**Task instructions**
Produce a copy of every line in the records that holds the string "Segovia".

Stored dataset items:
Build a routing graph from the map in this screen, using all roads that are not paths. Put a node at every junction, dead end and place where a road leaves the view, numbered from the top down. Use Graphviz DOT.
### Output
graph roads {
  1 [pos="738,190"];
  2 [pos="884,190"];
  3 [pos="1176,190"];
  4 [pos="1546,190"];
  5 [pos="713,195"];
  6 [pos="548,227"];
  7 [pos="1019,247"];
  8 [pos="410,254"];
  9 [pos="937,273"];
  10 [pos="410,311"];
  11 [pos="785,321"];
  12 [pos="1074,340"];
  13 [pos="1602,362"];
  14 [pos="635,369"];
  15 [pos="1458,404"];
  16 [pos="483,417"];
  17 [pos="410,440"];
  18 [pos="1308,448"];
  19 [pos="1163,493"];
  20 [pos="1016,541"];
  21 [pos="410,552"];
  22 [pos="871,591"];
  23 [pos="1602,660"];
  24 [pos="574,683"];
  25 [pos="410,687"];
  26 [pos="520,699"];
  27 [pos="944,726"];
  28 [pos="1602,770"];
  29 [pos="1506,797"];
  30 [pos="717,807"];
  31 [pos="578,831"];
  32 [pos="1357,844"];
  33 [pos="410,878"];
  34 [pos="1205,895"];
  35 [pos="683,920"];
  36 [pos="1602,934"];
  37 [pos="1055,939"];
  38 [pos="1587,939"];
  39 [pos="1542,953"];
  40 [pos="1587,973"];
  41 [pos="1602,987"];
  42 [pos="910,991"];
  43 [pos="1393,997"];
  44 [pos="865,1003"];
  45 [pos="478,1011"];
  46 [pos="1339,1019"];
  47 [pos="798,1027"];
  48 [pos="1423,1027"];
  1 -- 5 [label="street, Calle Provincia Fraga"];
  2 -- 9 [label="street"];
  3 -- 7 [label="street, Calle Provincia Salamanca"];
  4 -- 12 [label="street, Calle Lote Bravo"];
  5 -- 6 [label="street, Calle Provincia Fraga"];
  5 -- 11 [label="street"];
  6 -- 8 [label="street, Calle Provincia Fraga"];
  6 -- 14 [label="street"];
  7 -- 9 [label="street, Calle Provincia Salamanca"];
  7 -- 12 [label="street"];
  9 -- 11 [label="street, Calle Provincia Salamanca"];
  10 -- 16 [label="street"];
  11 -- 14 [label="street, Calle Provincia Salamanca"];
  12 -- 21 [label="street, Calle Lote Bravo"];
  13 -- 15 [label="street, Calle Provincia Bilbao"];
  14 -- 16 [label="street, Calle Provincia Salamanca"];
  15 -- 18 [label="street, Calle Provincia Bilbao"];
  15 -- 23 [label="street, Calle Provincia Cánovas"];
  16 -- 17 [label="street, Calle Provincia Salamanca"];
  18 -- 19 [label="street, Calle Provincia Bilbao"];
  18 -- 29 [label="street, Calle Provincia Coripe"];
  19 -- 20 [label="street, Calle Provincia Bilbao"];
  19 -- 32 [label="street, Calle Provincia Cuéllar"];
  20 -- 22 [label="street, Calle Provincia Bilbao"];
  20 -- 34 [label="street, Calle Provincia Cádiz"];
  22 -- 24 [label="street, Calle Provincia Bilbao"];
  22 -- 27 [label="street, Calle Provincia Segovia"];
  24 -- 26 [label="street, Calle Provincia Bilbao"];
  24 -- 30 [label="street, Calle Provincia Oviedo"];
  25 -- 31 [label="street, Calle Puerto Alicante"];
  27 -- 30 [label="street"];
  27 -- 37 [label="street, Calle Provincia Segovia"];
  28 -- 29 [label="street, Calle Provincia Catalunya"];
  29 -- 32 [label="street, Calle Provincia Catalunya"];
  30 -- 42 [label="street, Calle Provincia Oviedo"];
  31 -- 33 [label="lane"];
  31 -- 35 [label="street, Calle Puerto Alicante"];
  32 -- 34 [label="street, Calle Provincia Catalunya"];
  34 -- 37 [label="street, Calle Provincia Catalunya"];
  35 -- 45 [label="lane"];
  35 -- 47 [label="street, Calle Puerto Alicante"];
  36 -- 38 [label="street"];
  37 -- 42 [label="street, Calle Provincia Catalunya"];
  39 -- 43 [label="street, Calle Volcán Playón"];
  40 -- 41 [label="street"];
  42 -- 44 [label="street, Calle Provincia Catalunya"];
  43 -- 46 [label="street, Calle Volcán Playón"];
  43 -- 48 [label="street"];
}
...
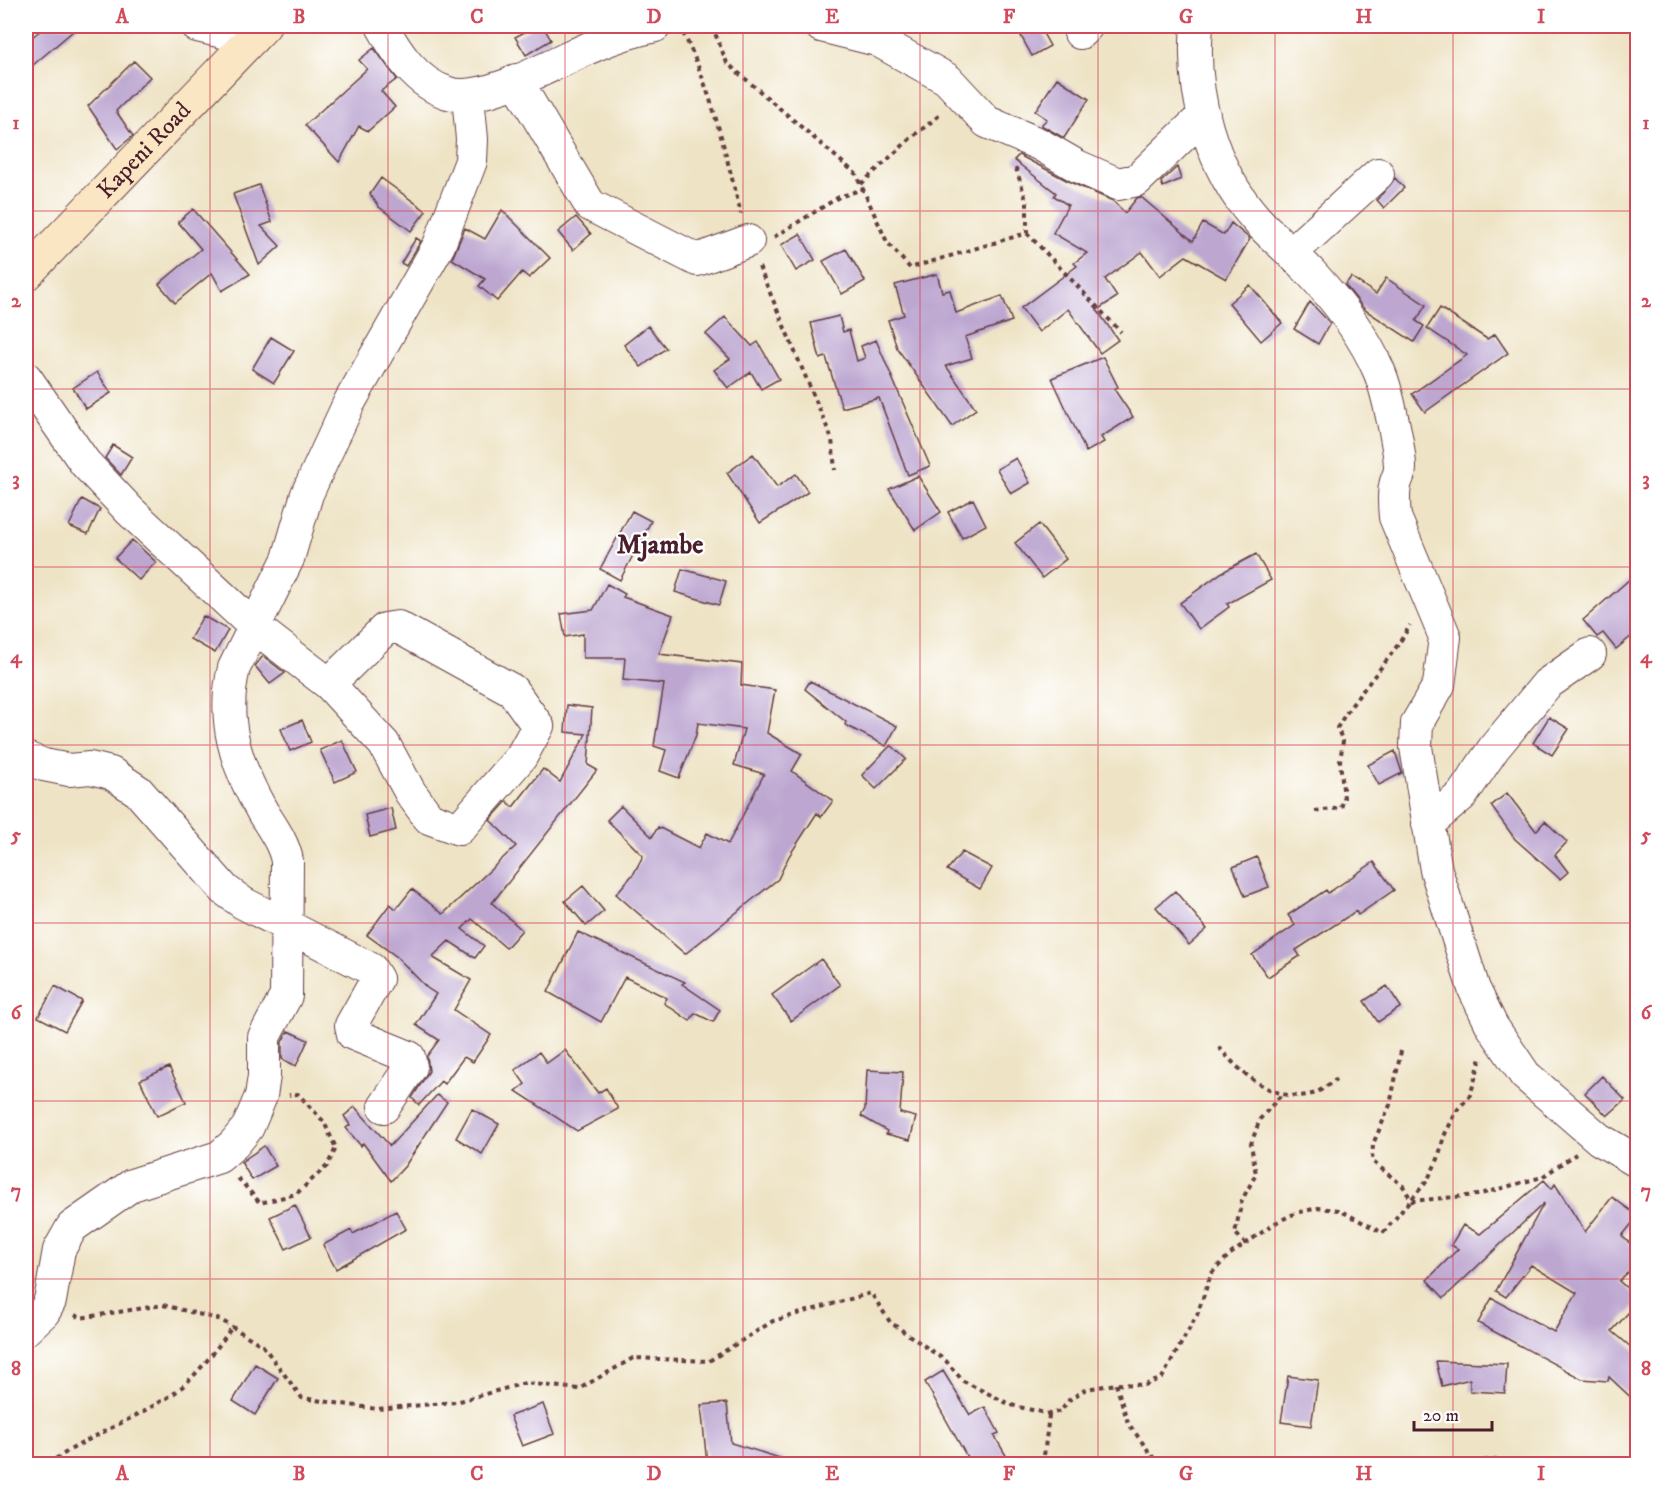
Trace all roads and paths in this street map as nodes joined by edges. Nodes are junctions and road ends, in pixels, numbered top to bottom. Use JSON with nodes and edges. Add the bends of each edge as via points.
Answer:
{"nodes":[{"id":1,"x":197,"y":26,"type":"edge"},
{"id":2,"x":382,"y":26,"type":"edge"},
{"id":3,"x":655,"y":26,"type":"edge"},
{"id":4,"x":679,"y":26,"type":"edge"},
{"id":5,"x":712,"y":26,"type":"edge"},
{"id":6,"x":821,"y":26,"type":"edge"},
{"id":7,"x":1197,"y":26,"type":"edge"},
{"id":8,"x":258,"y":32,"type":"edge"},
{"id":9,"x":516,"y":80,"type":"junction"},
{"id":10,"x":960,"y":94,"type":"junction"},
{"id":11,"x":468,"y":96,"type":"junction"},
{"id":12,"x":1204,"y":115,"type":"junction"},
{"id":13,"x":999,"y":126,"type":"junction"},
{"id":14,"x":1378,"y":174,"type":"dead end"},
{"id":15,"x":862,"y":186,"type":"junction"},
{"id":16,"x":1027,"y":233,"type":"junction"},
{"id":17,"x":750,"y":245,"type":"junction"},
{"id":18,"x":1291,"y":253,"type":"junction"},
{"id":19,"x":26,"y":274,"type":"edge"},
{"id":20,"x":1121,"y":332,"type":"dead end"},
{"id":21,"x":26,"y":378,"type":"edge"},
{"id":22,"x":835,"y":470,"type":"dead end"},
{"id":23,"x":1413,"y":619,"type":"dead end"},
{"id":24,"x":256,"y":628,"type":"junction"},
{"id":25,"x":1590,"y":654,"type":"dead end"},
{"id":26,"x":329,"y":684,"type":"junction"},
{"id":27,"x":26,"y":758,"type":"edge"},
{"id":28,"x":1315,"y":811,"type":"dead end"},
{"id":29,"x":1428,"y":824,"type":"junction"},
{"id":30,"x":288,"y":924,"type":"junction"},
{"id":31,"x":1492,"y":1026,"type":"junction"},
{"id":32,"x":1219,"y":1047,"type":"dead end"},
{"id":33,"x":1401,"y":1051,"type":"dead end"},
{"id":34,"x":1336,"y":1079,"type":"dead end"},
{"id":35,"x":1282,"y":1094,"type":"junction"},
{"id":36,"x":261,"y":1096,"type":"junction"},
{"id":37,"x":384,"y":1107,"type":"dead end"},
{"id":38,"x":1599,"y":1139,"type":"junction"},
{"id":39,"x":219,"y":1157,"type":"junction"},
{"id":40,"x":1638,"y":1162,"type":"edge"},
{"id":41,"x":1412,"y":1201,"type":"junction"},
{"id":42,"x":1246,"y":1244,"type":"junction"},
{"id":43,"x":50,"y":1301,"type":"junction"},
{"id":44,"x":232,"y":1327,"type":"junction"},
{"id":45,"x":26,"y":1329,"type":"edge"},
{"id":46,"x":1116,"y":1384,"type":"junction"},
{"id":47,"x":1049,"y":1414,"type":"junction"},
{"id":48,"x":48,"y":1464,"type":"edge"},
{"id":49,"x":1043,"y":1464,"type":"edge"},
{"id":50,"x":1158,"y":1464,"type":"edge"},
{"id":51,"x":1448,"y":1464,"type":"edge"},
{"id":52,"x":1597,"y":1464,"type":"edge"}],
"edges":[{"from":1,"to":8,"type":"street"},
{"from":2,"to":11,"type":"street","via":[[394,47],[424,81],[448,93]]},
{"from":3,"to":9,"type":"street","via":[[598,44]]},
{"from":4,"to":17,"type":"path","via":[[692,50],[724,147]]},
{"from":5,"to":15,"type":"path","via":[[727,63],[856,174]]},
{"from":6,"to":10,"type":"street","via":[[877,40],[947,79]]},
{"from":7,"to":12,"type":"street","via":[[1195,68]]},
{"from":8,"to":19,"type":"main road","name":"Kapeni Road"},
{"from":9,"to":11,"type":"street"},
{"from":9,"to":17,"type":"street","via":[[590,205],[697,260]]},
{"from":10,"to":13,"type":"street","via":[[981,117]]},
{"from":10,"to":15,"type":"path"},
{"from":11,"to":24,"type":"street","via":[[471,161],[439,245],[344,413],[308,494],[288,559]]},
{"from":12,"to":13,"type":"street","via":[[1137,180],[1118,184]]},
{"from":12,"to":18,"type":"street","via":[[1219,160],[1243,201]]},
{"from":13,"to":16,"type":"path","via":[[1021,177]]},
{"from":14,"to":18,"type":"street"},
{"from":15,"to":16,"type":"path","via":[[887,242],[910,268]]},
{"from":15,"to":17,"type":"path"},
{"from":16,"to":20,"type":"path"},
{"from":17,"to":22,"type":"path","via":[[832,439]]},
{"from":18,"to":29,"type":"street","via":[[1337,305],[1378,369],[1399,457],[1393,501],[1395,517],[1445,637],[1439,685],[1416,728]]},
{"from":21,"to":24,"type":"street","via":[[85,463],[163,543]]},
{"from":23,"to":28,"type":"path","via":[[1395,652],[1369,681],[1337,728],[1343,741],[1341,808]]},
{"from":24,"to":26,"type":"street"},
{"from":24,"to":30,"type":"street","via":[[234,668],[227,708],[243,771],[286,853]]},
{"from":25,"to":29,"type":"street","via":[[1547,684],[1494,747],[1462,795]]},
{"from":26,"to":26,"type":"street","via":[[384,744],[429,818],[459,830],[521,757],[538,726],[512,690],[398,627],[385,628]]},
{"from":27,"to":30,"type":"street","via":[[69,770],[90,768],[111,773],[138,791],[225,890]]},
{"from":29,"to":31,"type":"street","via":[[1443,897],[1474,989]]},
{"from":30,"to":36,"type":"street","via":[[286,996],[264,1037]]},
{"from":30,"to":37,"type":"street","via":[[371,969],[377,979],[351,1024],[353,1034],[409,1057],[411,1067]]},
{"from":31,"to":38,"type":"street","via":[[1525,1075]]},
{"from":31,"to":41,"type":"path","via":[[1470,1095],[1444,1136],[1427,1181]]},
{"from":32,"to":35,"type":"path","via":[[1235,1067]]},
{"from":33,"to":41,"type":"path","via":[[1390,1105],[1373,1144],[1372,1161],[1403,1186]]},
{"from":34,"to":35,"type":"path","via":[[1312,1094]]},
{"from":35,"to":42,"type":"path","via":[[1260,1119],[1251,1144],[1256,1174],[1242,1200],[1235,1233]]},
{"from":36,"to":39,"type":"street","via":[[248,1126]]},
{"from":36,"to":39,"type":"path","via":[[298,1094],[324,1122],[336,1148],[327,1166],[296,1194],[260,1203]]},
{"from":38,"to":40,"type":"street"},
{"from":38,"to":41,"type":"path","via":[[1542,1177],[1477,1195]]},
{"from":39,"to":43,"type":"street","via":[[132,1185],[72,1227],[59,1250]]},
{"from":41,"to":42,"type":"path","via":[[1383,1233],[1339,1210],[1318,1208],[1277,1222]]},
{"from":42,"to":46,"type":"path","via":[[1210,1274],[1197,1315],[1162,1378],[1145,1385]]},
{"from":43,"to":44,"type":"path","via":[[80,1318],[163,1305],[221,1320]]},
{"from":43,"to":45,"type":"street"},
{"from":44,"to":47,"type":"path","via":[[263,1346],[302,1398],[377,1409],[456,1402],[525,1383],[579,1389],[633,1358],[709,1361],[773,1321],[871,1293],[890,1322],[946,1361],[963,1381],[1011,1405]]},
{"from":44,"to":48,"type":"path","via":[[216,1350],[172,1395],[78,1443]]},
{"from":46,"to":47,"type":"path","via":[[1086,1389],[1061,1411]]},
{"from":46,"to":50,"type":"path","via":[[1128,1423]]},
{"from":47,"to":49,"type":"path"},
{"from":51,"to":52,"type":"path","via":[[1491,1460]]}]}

**Solution for this exercise**
  22 -- 27 [label="street, Calle Provincia Segovia"];
  27 -- 37 [label="street, Calle Provincia Segovia"];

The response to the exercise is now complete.